Lawsuit: LePage administration illegally cut off health care help
A new lawsuit filed by Consumers for Affordable Health Care (CAHC) against the Maine Department of Health and Human Services (DHHS) alleges that the LePage administration is violating both state and federal law by failing to contract for health care ombudsman services.
The ombudsman services are meant to provide Mainers with information and assistance when they apply for various health coverage programs, including MaineCare, Maine Rx and prescription assistance programs, through outreach, education and helpline assistance. In June, DHHS abruptly eliminated its long-standing contract with CAHC to provide these services.
“Maine families need these services to navigate a complex health system and get needed medical care. Without help, many working families and their children will be hurt,” said Emily Brostek, executive director of CAHC. “This lawsuit aims to ensure that Mainers get the help they need, as required by state and federal law.”

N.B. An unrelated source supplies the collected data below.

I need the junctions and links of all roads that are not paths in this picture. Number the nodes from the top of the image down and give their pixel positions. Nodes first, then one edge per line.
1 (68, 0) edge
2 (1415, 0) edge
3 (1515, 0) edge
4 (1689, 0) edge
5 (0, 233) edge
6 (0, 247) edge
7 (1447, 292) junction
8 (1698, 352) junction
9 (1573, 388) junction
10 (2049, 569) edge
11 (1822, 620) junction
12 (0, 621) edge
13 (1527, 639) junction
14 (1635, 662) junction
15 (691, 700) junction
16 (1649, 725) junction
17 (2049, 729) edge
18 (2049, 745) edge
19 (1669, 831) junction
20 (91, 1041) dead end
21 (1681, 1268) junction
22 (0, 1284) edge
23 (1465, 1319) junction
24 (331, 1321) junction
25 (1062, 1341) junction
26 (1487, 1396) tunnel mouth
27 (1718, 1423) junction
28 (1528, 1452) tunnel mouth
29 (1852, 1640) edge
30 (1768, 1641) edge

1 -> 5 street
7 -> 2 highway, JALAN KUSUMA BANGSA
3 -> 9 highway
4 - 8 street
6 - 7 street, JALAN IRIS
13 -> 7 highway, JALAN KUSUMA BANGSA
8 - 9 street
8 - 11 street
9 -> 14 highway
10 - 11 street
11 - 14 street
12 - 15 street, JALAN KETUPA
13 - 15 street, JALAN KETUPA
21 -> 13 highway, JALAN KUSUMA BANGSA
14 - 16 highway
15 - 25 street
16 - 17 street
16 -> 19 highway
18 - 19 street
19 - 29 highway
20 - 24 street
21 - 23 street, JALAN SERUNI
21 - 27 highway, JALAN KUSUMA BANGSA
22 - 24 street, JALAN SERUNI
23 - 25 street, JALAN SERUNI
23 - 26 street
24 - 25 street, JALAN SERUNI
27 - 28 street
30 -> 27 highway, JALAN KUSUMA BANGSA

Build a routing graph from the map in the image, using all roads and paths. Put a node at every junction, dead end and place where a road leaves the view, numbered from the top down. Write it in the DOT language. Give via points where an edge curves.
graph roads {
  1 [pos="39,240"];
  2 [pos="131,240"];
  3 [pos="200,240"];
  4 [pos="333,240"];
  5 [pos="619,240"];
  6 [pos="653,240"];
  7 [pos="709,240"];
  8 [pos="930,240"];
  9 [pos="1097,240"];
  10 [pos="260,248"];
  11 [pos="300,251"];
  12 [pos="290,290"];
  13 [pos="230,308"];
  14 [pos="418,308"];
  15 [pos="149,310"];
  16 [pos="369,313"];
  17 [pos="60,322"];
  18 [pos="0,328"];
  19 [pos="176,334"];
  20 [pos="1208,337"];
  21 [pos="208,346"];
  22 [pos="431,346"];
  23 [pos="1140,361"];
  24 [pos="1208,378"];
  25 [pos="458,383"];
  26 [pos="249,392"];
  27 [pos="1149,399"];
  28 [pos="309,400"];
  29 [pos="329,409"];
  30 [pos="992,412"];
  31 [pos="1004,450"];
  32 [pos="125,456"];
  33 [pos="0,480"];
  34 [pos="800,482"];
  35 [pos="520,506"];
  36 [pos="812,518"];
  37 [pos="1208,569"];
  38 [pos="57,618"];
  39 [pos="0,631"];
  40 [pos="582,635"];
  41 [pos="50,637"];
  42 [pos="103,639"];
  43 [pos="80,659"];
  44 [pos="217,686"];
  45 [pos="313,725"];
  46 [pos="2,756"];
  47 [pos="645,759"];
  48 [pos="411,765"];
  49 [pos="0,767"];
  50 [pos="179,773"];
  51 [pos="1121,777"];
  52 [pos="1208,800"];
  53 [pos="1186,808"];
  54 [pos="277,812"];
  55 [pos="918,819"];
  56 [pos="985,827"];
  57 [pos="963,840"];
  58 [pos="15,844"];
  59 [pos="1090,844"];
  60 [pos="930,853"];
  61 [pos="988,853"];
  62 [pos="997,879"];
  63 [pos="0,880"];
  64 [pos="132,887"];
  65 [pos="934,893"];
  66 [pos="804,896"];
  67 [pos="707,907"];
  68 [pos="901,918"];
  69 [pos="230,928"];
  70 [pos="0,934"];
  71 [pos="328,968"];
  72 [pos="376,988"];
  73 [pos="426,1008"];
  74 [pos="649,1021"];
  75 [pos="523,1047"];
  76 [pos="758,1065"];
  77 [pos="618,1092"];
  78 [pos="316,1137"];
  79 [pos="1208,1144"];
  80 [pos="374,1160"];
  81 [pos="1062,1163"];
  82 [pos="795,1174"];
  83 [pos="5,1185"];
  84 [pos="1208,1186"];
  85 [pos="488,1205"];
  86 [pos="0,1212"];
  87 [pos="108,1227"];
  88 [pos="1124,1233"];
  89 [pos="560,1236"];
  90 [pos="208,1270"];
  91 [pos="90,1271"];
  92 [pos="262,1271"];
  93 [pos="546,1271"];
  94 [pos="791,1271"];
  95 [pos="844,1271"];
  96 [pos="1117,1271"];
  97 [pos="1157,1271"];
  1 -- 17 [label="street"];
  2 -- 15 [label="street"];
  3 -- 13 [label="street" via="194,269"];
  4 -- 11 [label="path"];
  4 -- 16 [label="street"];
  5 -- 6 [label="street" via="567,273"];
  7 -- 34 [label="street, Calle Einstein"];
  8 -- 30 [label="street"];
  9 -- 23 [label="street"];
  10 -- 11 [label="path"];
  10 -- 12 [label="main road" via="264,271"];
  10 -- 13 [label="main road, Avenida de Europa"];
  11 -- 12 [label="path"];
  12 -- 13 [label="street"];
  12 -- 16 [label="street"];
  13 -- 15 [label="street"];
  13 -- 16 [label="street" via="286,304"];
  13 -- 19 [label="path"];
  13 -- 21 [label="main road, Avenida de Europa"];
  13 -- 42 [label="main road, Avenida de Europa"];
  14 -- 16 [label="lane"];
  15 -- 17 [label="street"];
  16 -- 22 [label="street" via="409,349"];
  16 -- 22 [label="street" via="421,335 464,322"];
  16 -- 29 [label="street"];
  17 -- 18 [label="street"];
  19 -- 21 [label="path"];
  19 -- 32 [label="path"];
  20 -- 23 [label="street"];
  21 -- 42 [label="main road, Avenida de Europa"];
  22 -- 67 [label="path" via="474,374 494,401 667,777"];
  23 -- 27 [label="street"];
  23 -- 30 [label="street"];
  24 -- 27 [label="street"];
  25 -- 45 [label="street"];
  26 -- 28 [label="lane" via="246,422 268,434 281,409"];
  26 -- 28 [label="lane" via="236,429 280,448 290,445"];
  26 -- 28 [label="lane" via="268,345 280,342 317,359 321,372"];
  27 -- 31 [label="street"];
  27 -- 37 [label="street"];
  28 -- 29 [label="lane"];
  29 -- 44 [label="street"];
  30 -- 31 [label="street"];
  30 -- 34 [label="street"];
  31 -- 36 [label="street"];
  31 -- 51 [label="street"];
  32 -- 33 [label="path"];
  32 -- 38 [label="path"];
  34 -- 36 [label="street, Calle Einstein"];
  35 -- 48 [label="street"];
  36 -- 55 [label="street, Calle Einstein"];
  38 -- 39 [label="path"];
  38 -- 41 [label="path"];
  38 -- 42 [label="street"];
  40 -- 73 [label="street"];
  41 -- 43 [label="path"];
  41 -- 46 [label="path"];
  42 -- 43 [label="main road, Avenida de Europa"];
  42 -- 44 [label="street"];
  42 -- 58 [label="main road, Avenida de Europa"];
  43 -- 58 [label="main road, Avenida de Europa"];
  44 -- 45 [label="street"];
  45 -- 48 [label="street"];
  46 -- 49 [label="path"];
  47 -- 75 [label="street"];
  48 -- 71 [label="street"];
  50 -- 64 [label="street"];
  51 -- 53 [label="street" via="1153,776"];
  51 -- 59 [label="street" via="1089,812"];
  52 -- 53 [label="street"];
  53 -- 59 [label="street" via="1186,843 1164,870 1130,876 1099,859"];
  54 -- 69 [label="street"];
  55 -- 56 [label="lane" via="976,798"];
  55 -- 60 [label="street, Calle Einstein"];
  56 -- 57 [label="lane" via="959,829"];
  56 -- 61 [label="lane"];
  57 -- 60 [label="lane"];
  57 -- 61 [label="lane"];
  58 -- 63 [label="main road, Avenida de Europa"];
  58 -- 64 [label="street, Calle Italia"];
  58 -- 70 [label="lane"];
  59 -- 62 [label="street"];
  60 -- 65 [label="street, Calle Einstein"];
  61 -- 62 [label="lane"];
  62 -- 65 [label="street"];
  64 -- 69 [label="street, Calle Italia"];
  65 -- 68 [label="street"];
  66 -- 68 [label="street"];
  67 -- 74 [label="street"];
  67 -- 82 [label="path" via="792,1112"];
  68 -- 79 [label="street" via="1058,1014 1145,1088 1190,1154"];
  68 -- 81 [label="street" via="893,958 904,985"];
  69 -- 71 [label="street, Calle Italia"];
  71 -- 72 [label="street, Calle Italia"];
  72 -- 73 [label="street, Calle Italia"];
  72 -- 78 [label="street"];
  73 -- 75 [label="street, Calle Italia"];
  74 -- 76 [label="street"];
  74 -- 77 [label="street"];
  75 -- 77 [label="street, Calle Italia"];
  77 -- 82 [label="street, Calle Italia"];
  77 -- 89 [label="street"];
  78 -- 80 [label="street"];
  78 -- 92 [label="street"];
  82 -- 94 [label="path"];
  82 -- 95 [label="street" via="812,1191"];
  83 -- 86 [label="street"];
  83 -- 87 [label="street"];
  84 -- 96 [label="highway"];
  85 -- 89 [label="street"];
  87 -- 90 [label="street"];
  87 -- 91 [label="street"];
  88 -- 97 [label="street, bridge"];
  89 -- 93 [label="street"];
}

According to CAHC, 6,000 Maine families have called them for assistance in the past year.
According to the lawsuit, Maine state law requires the department to contract with a Maine nonprofit to provide ombudsman services, while federal law requires DHHS to provide outreach and education services. The department has fulfilled these requirements through contracted services with CAHC since 1999.
CAHC argues in its petition that DHHS does not have the capacity or a plan to meet these federal requirements and is blatantly violating the state law and that the department should continue its contract with CAHC until it puts the contract properly out to bid and enters into a similar contract with another qualified Maine nonprofit.
“We hear too often from Maine people who need vital health services for themselves or their kids, but can’t navigate the system,” Brostek said. “They can’t interpret the confusing letters they get from the department. They’re told they don’t qualify for help when they do. Often they can’t even talk to a real person when they call DHHS. Maine families need an ombudsman to answer their questions and help them navigate the system to get health coverage they need.”
In December, in advance of lawsuit, a bipartisan group of legislators stood with CAHC to protest the LePage administration’s actions.
“Maine is violating federal and state law right now,” Republican state Rep. Karen Vachon of Scarborough, who is also a licensed insurance agent, told MPBN. “This violation is not only denying Mainers the support, guidance and advocacy they need in sourcing the right health care based on their income and family situation, it also puts at risk their health and will likely cost taxpayers more money when all is said and done.”
The lawsuit comes on the heels of other complaints that DHHS has taken administrative actions to make it more difficult for eligible Mainers to access public assistance. In December, the state received a warning from the USDA based on Maine’s worst-in-the nation record for delays in food stamp assistance.
Photo: CAHC executive director Emily Brostek speaking at a December press conference.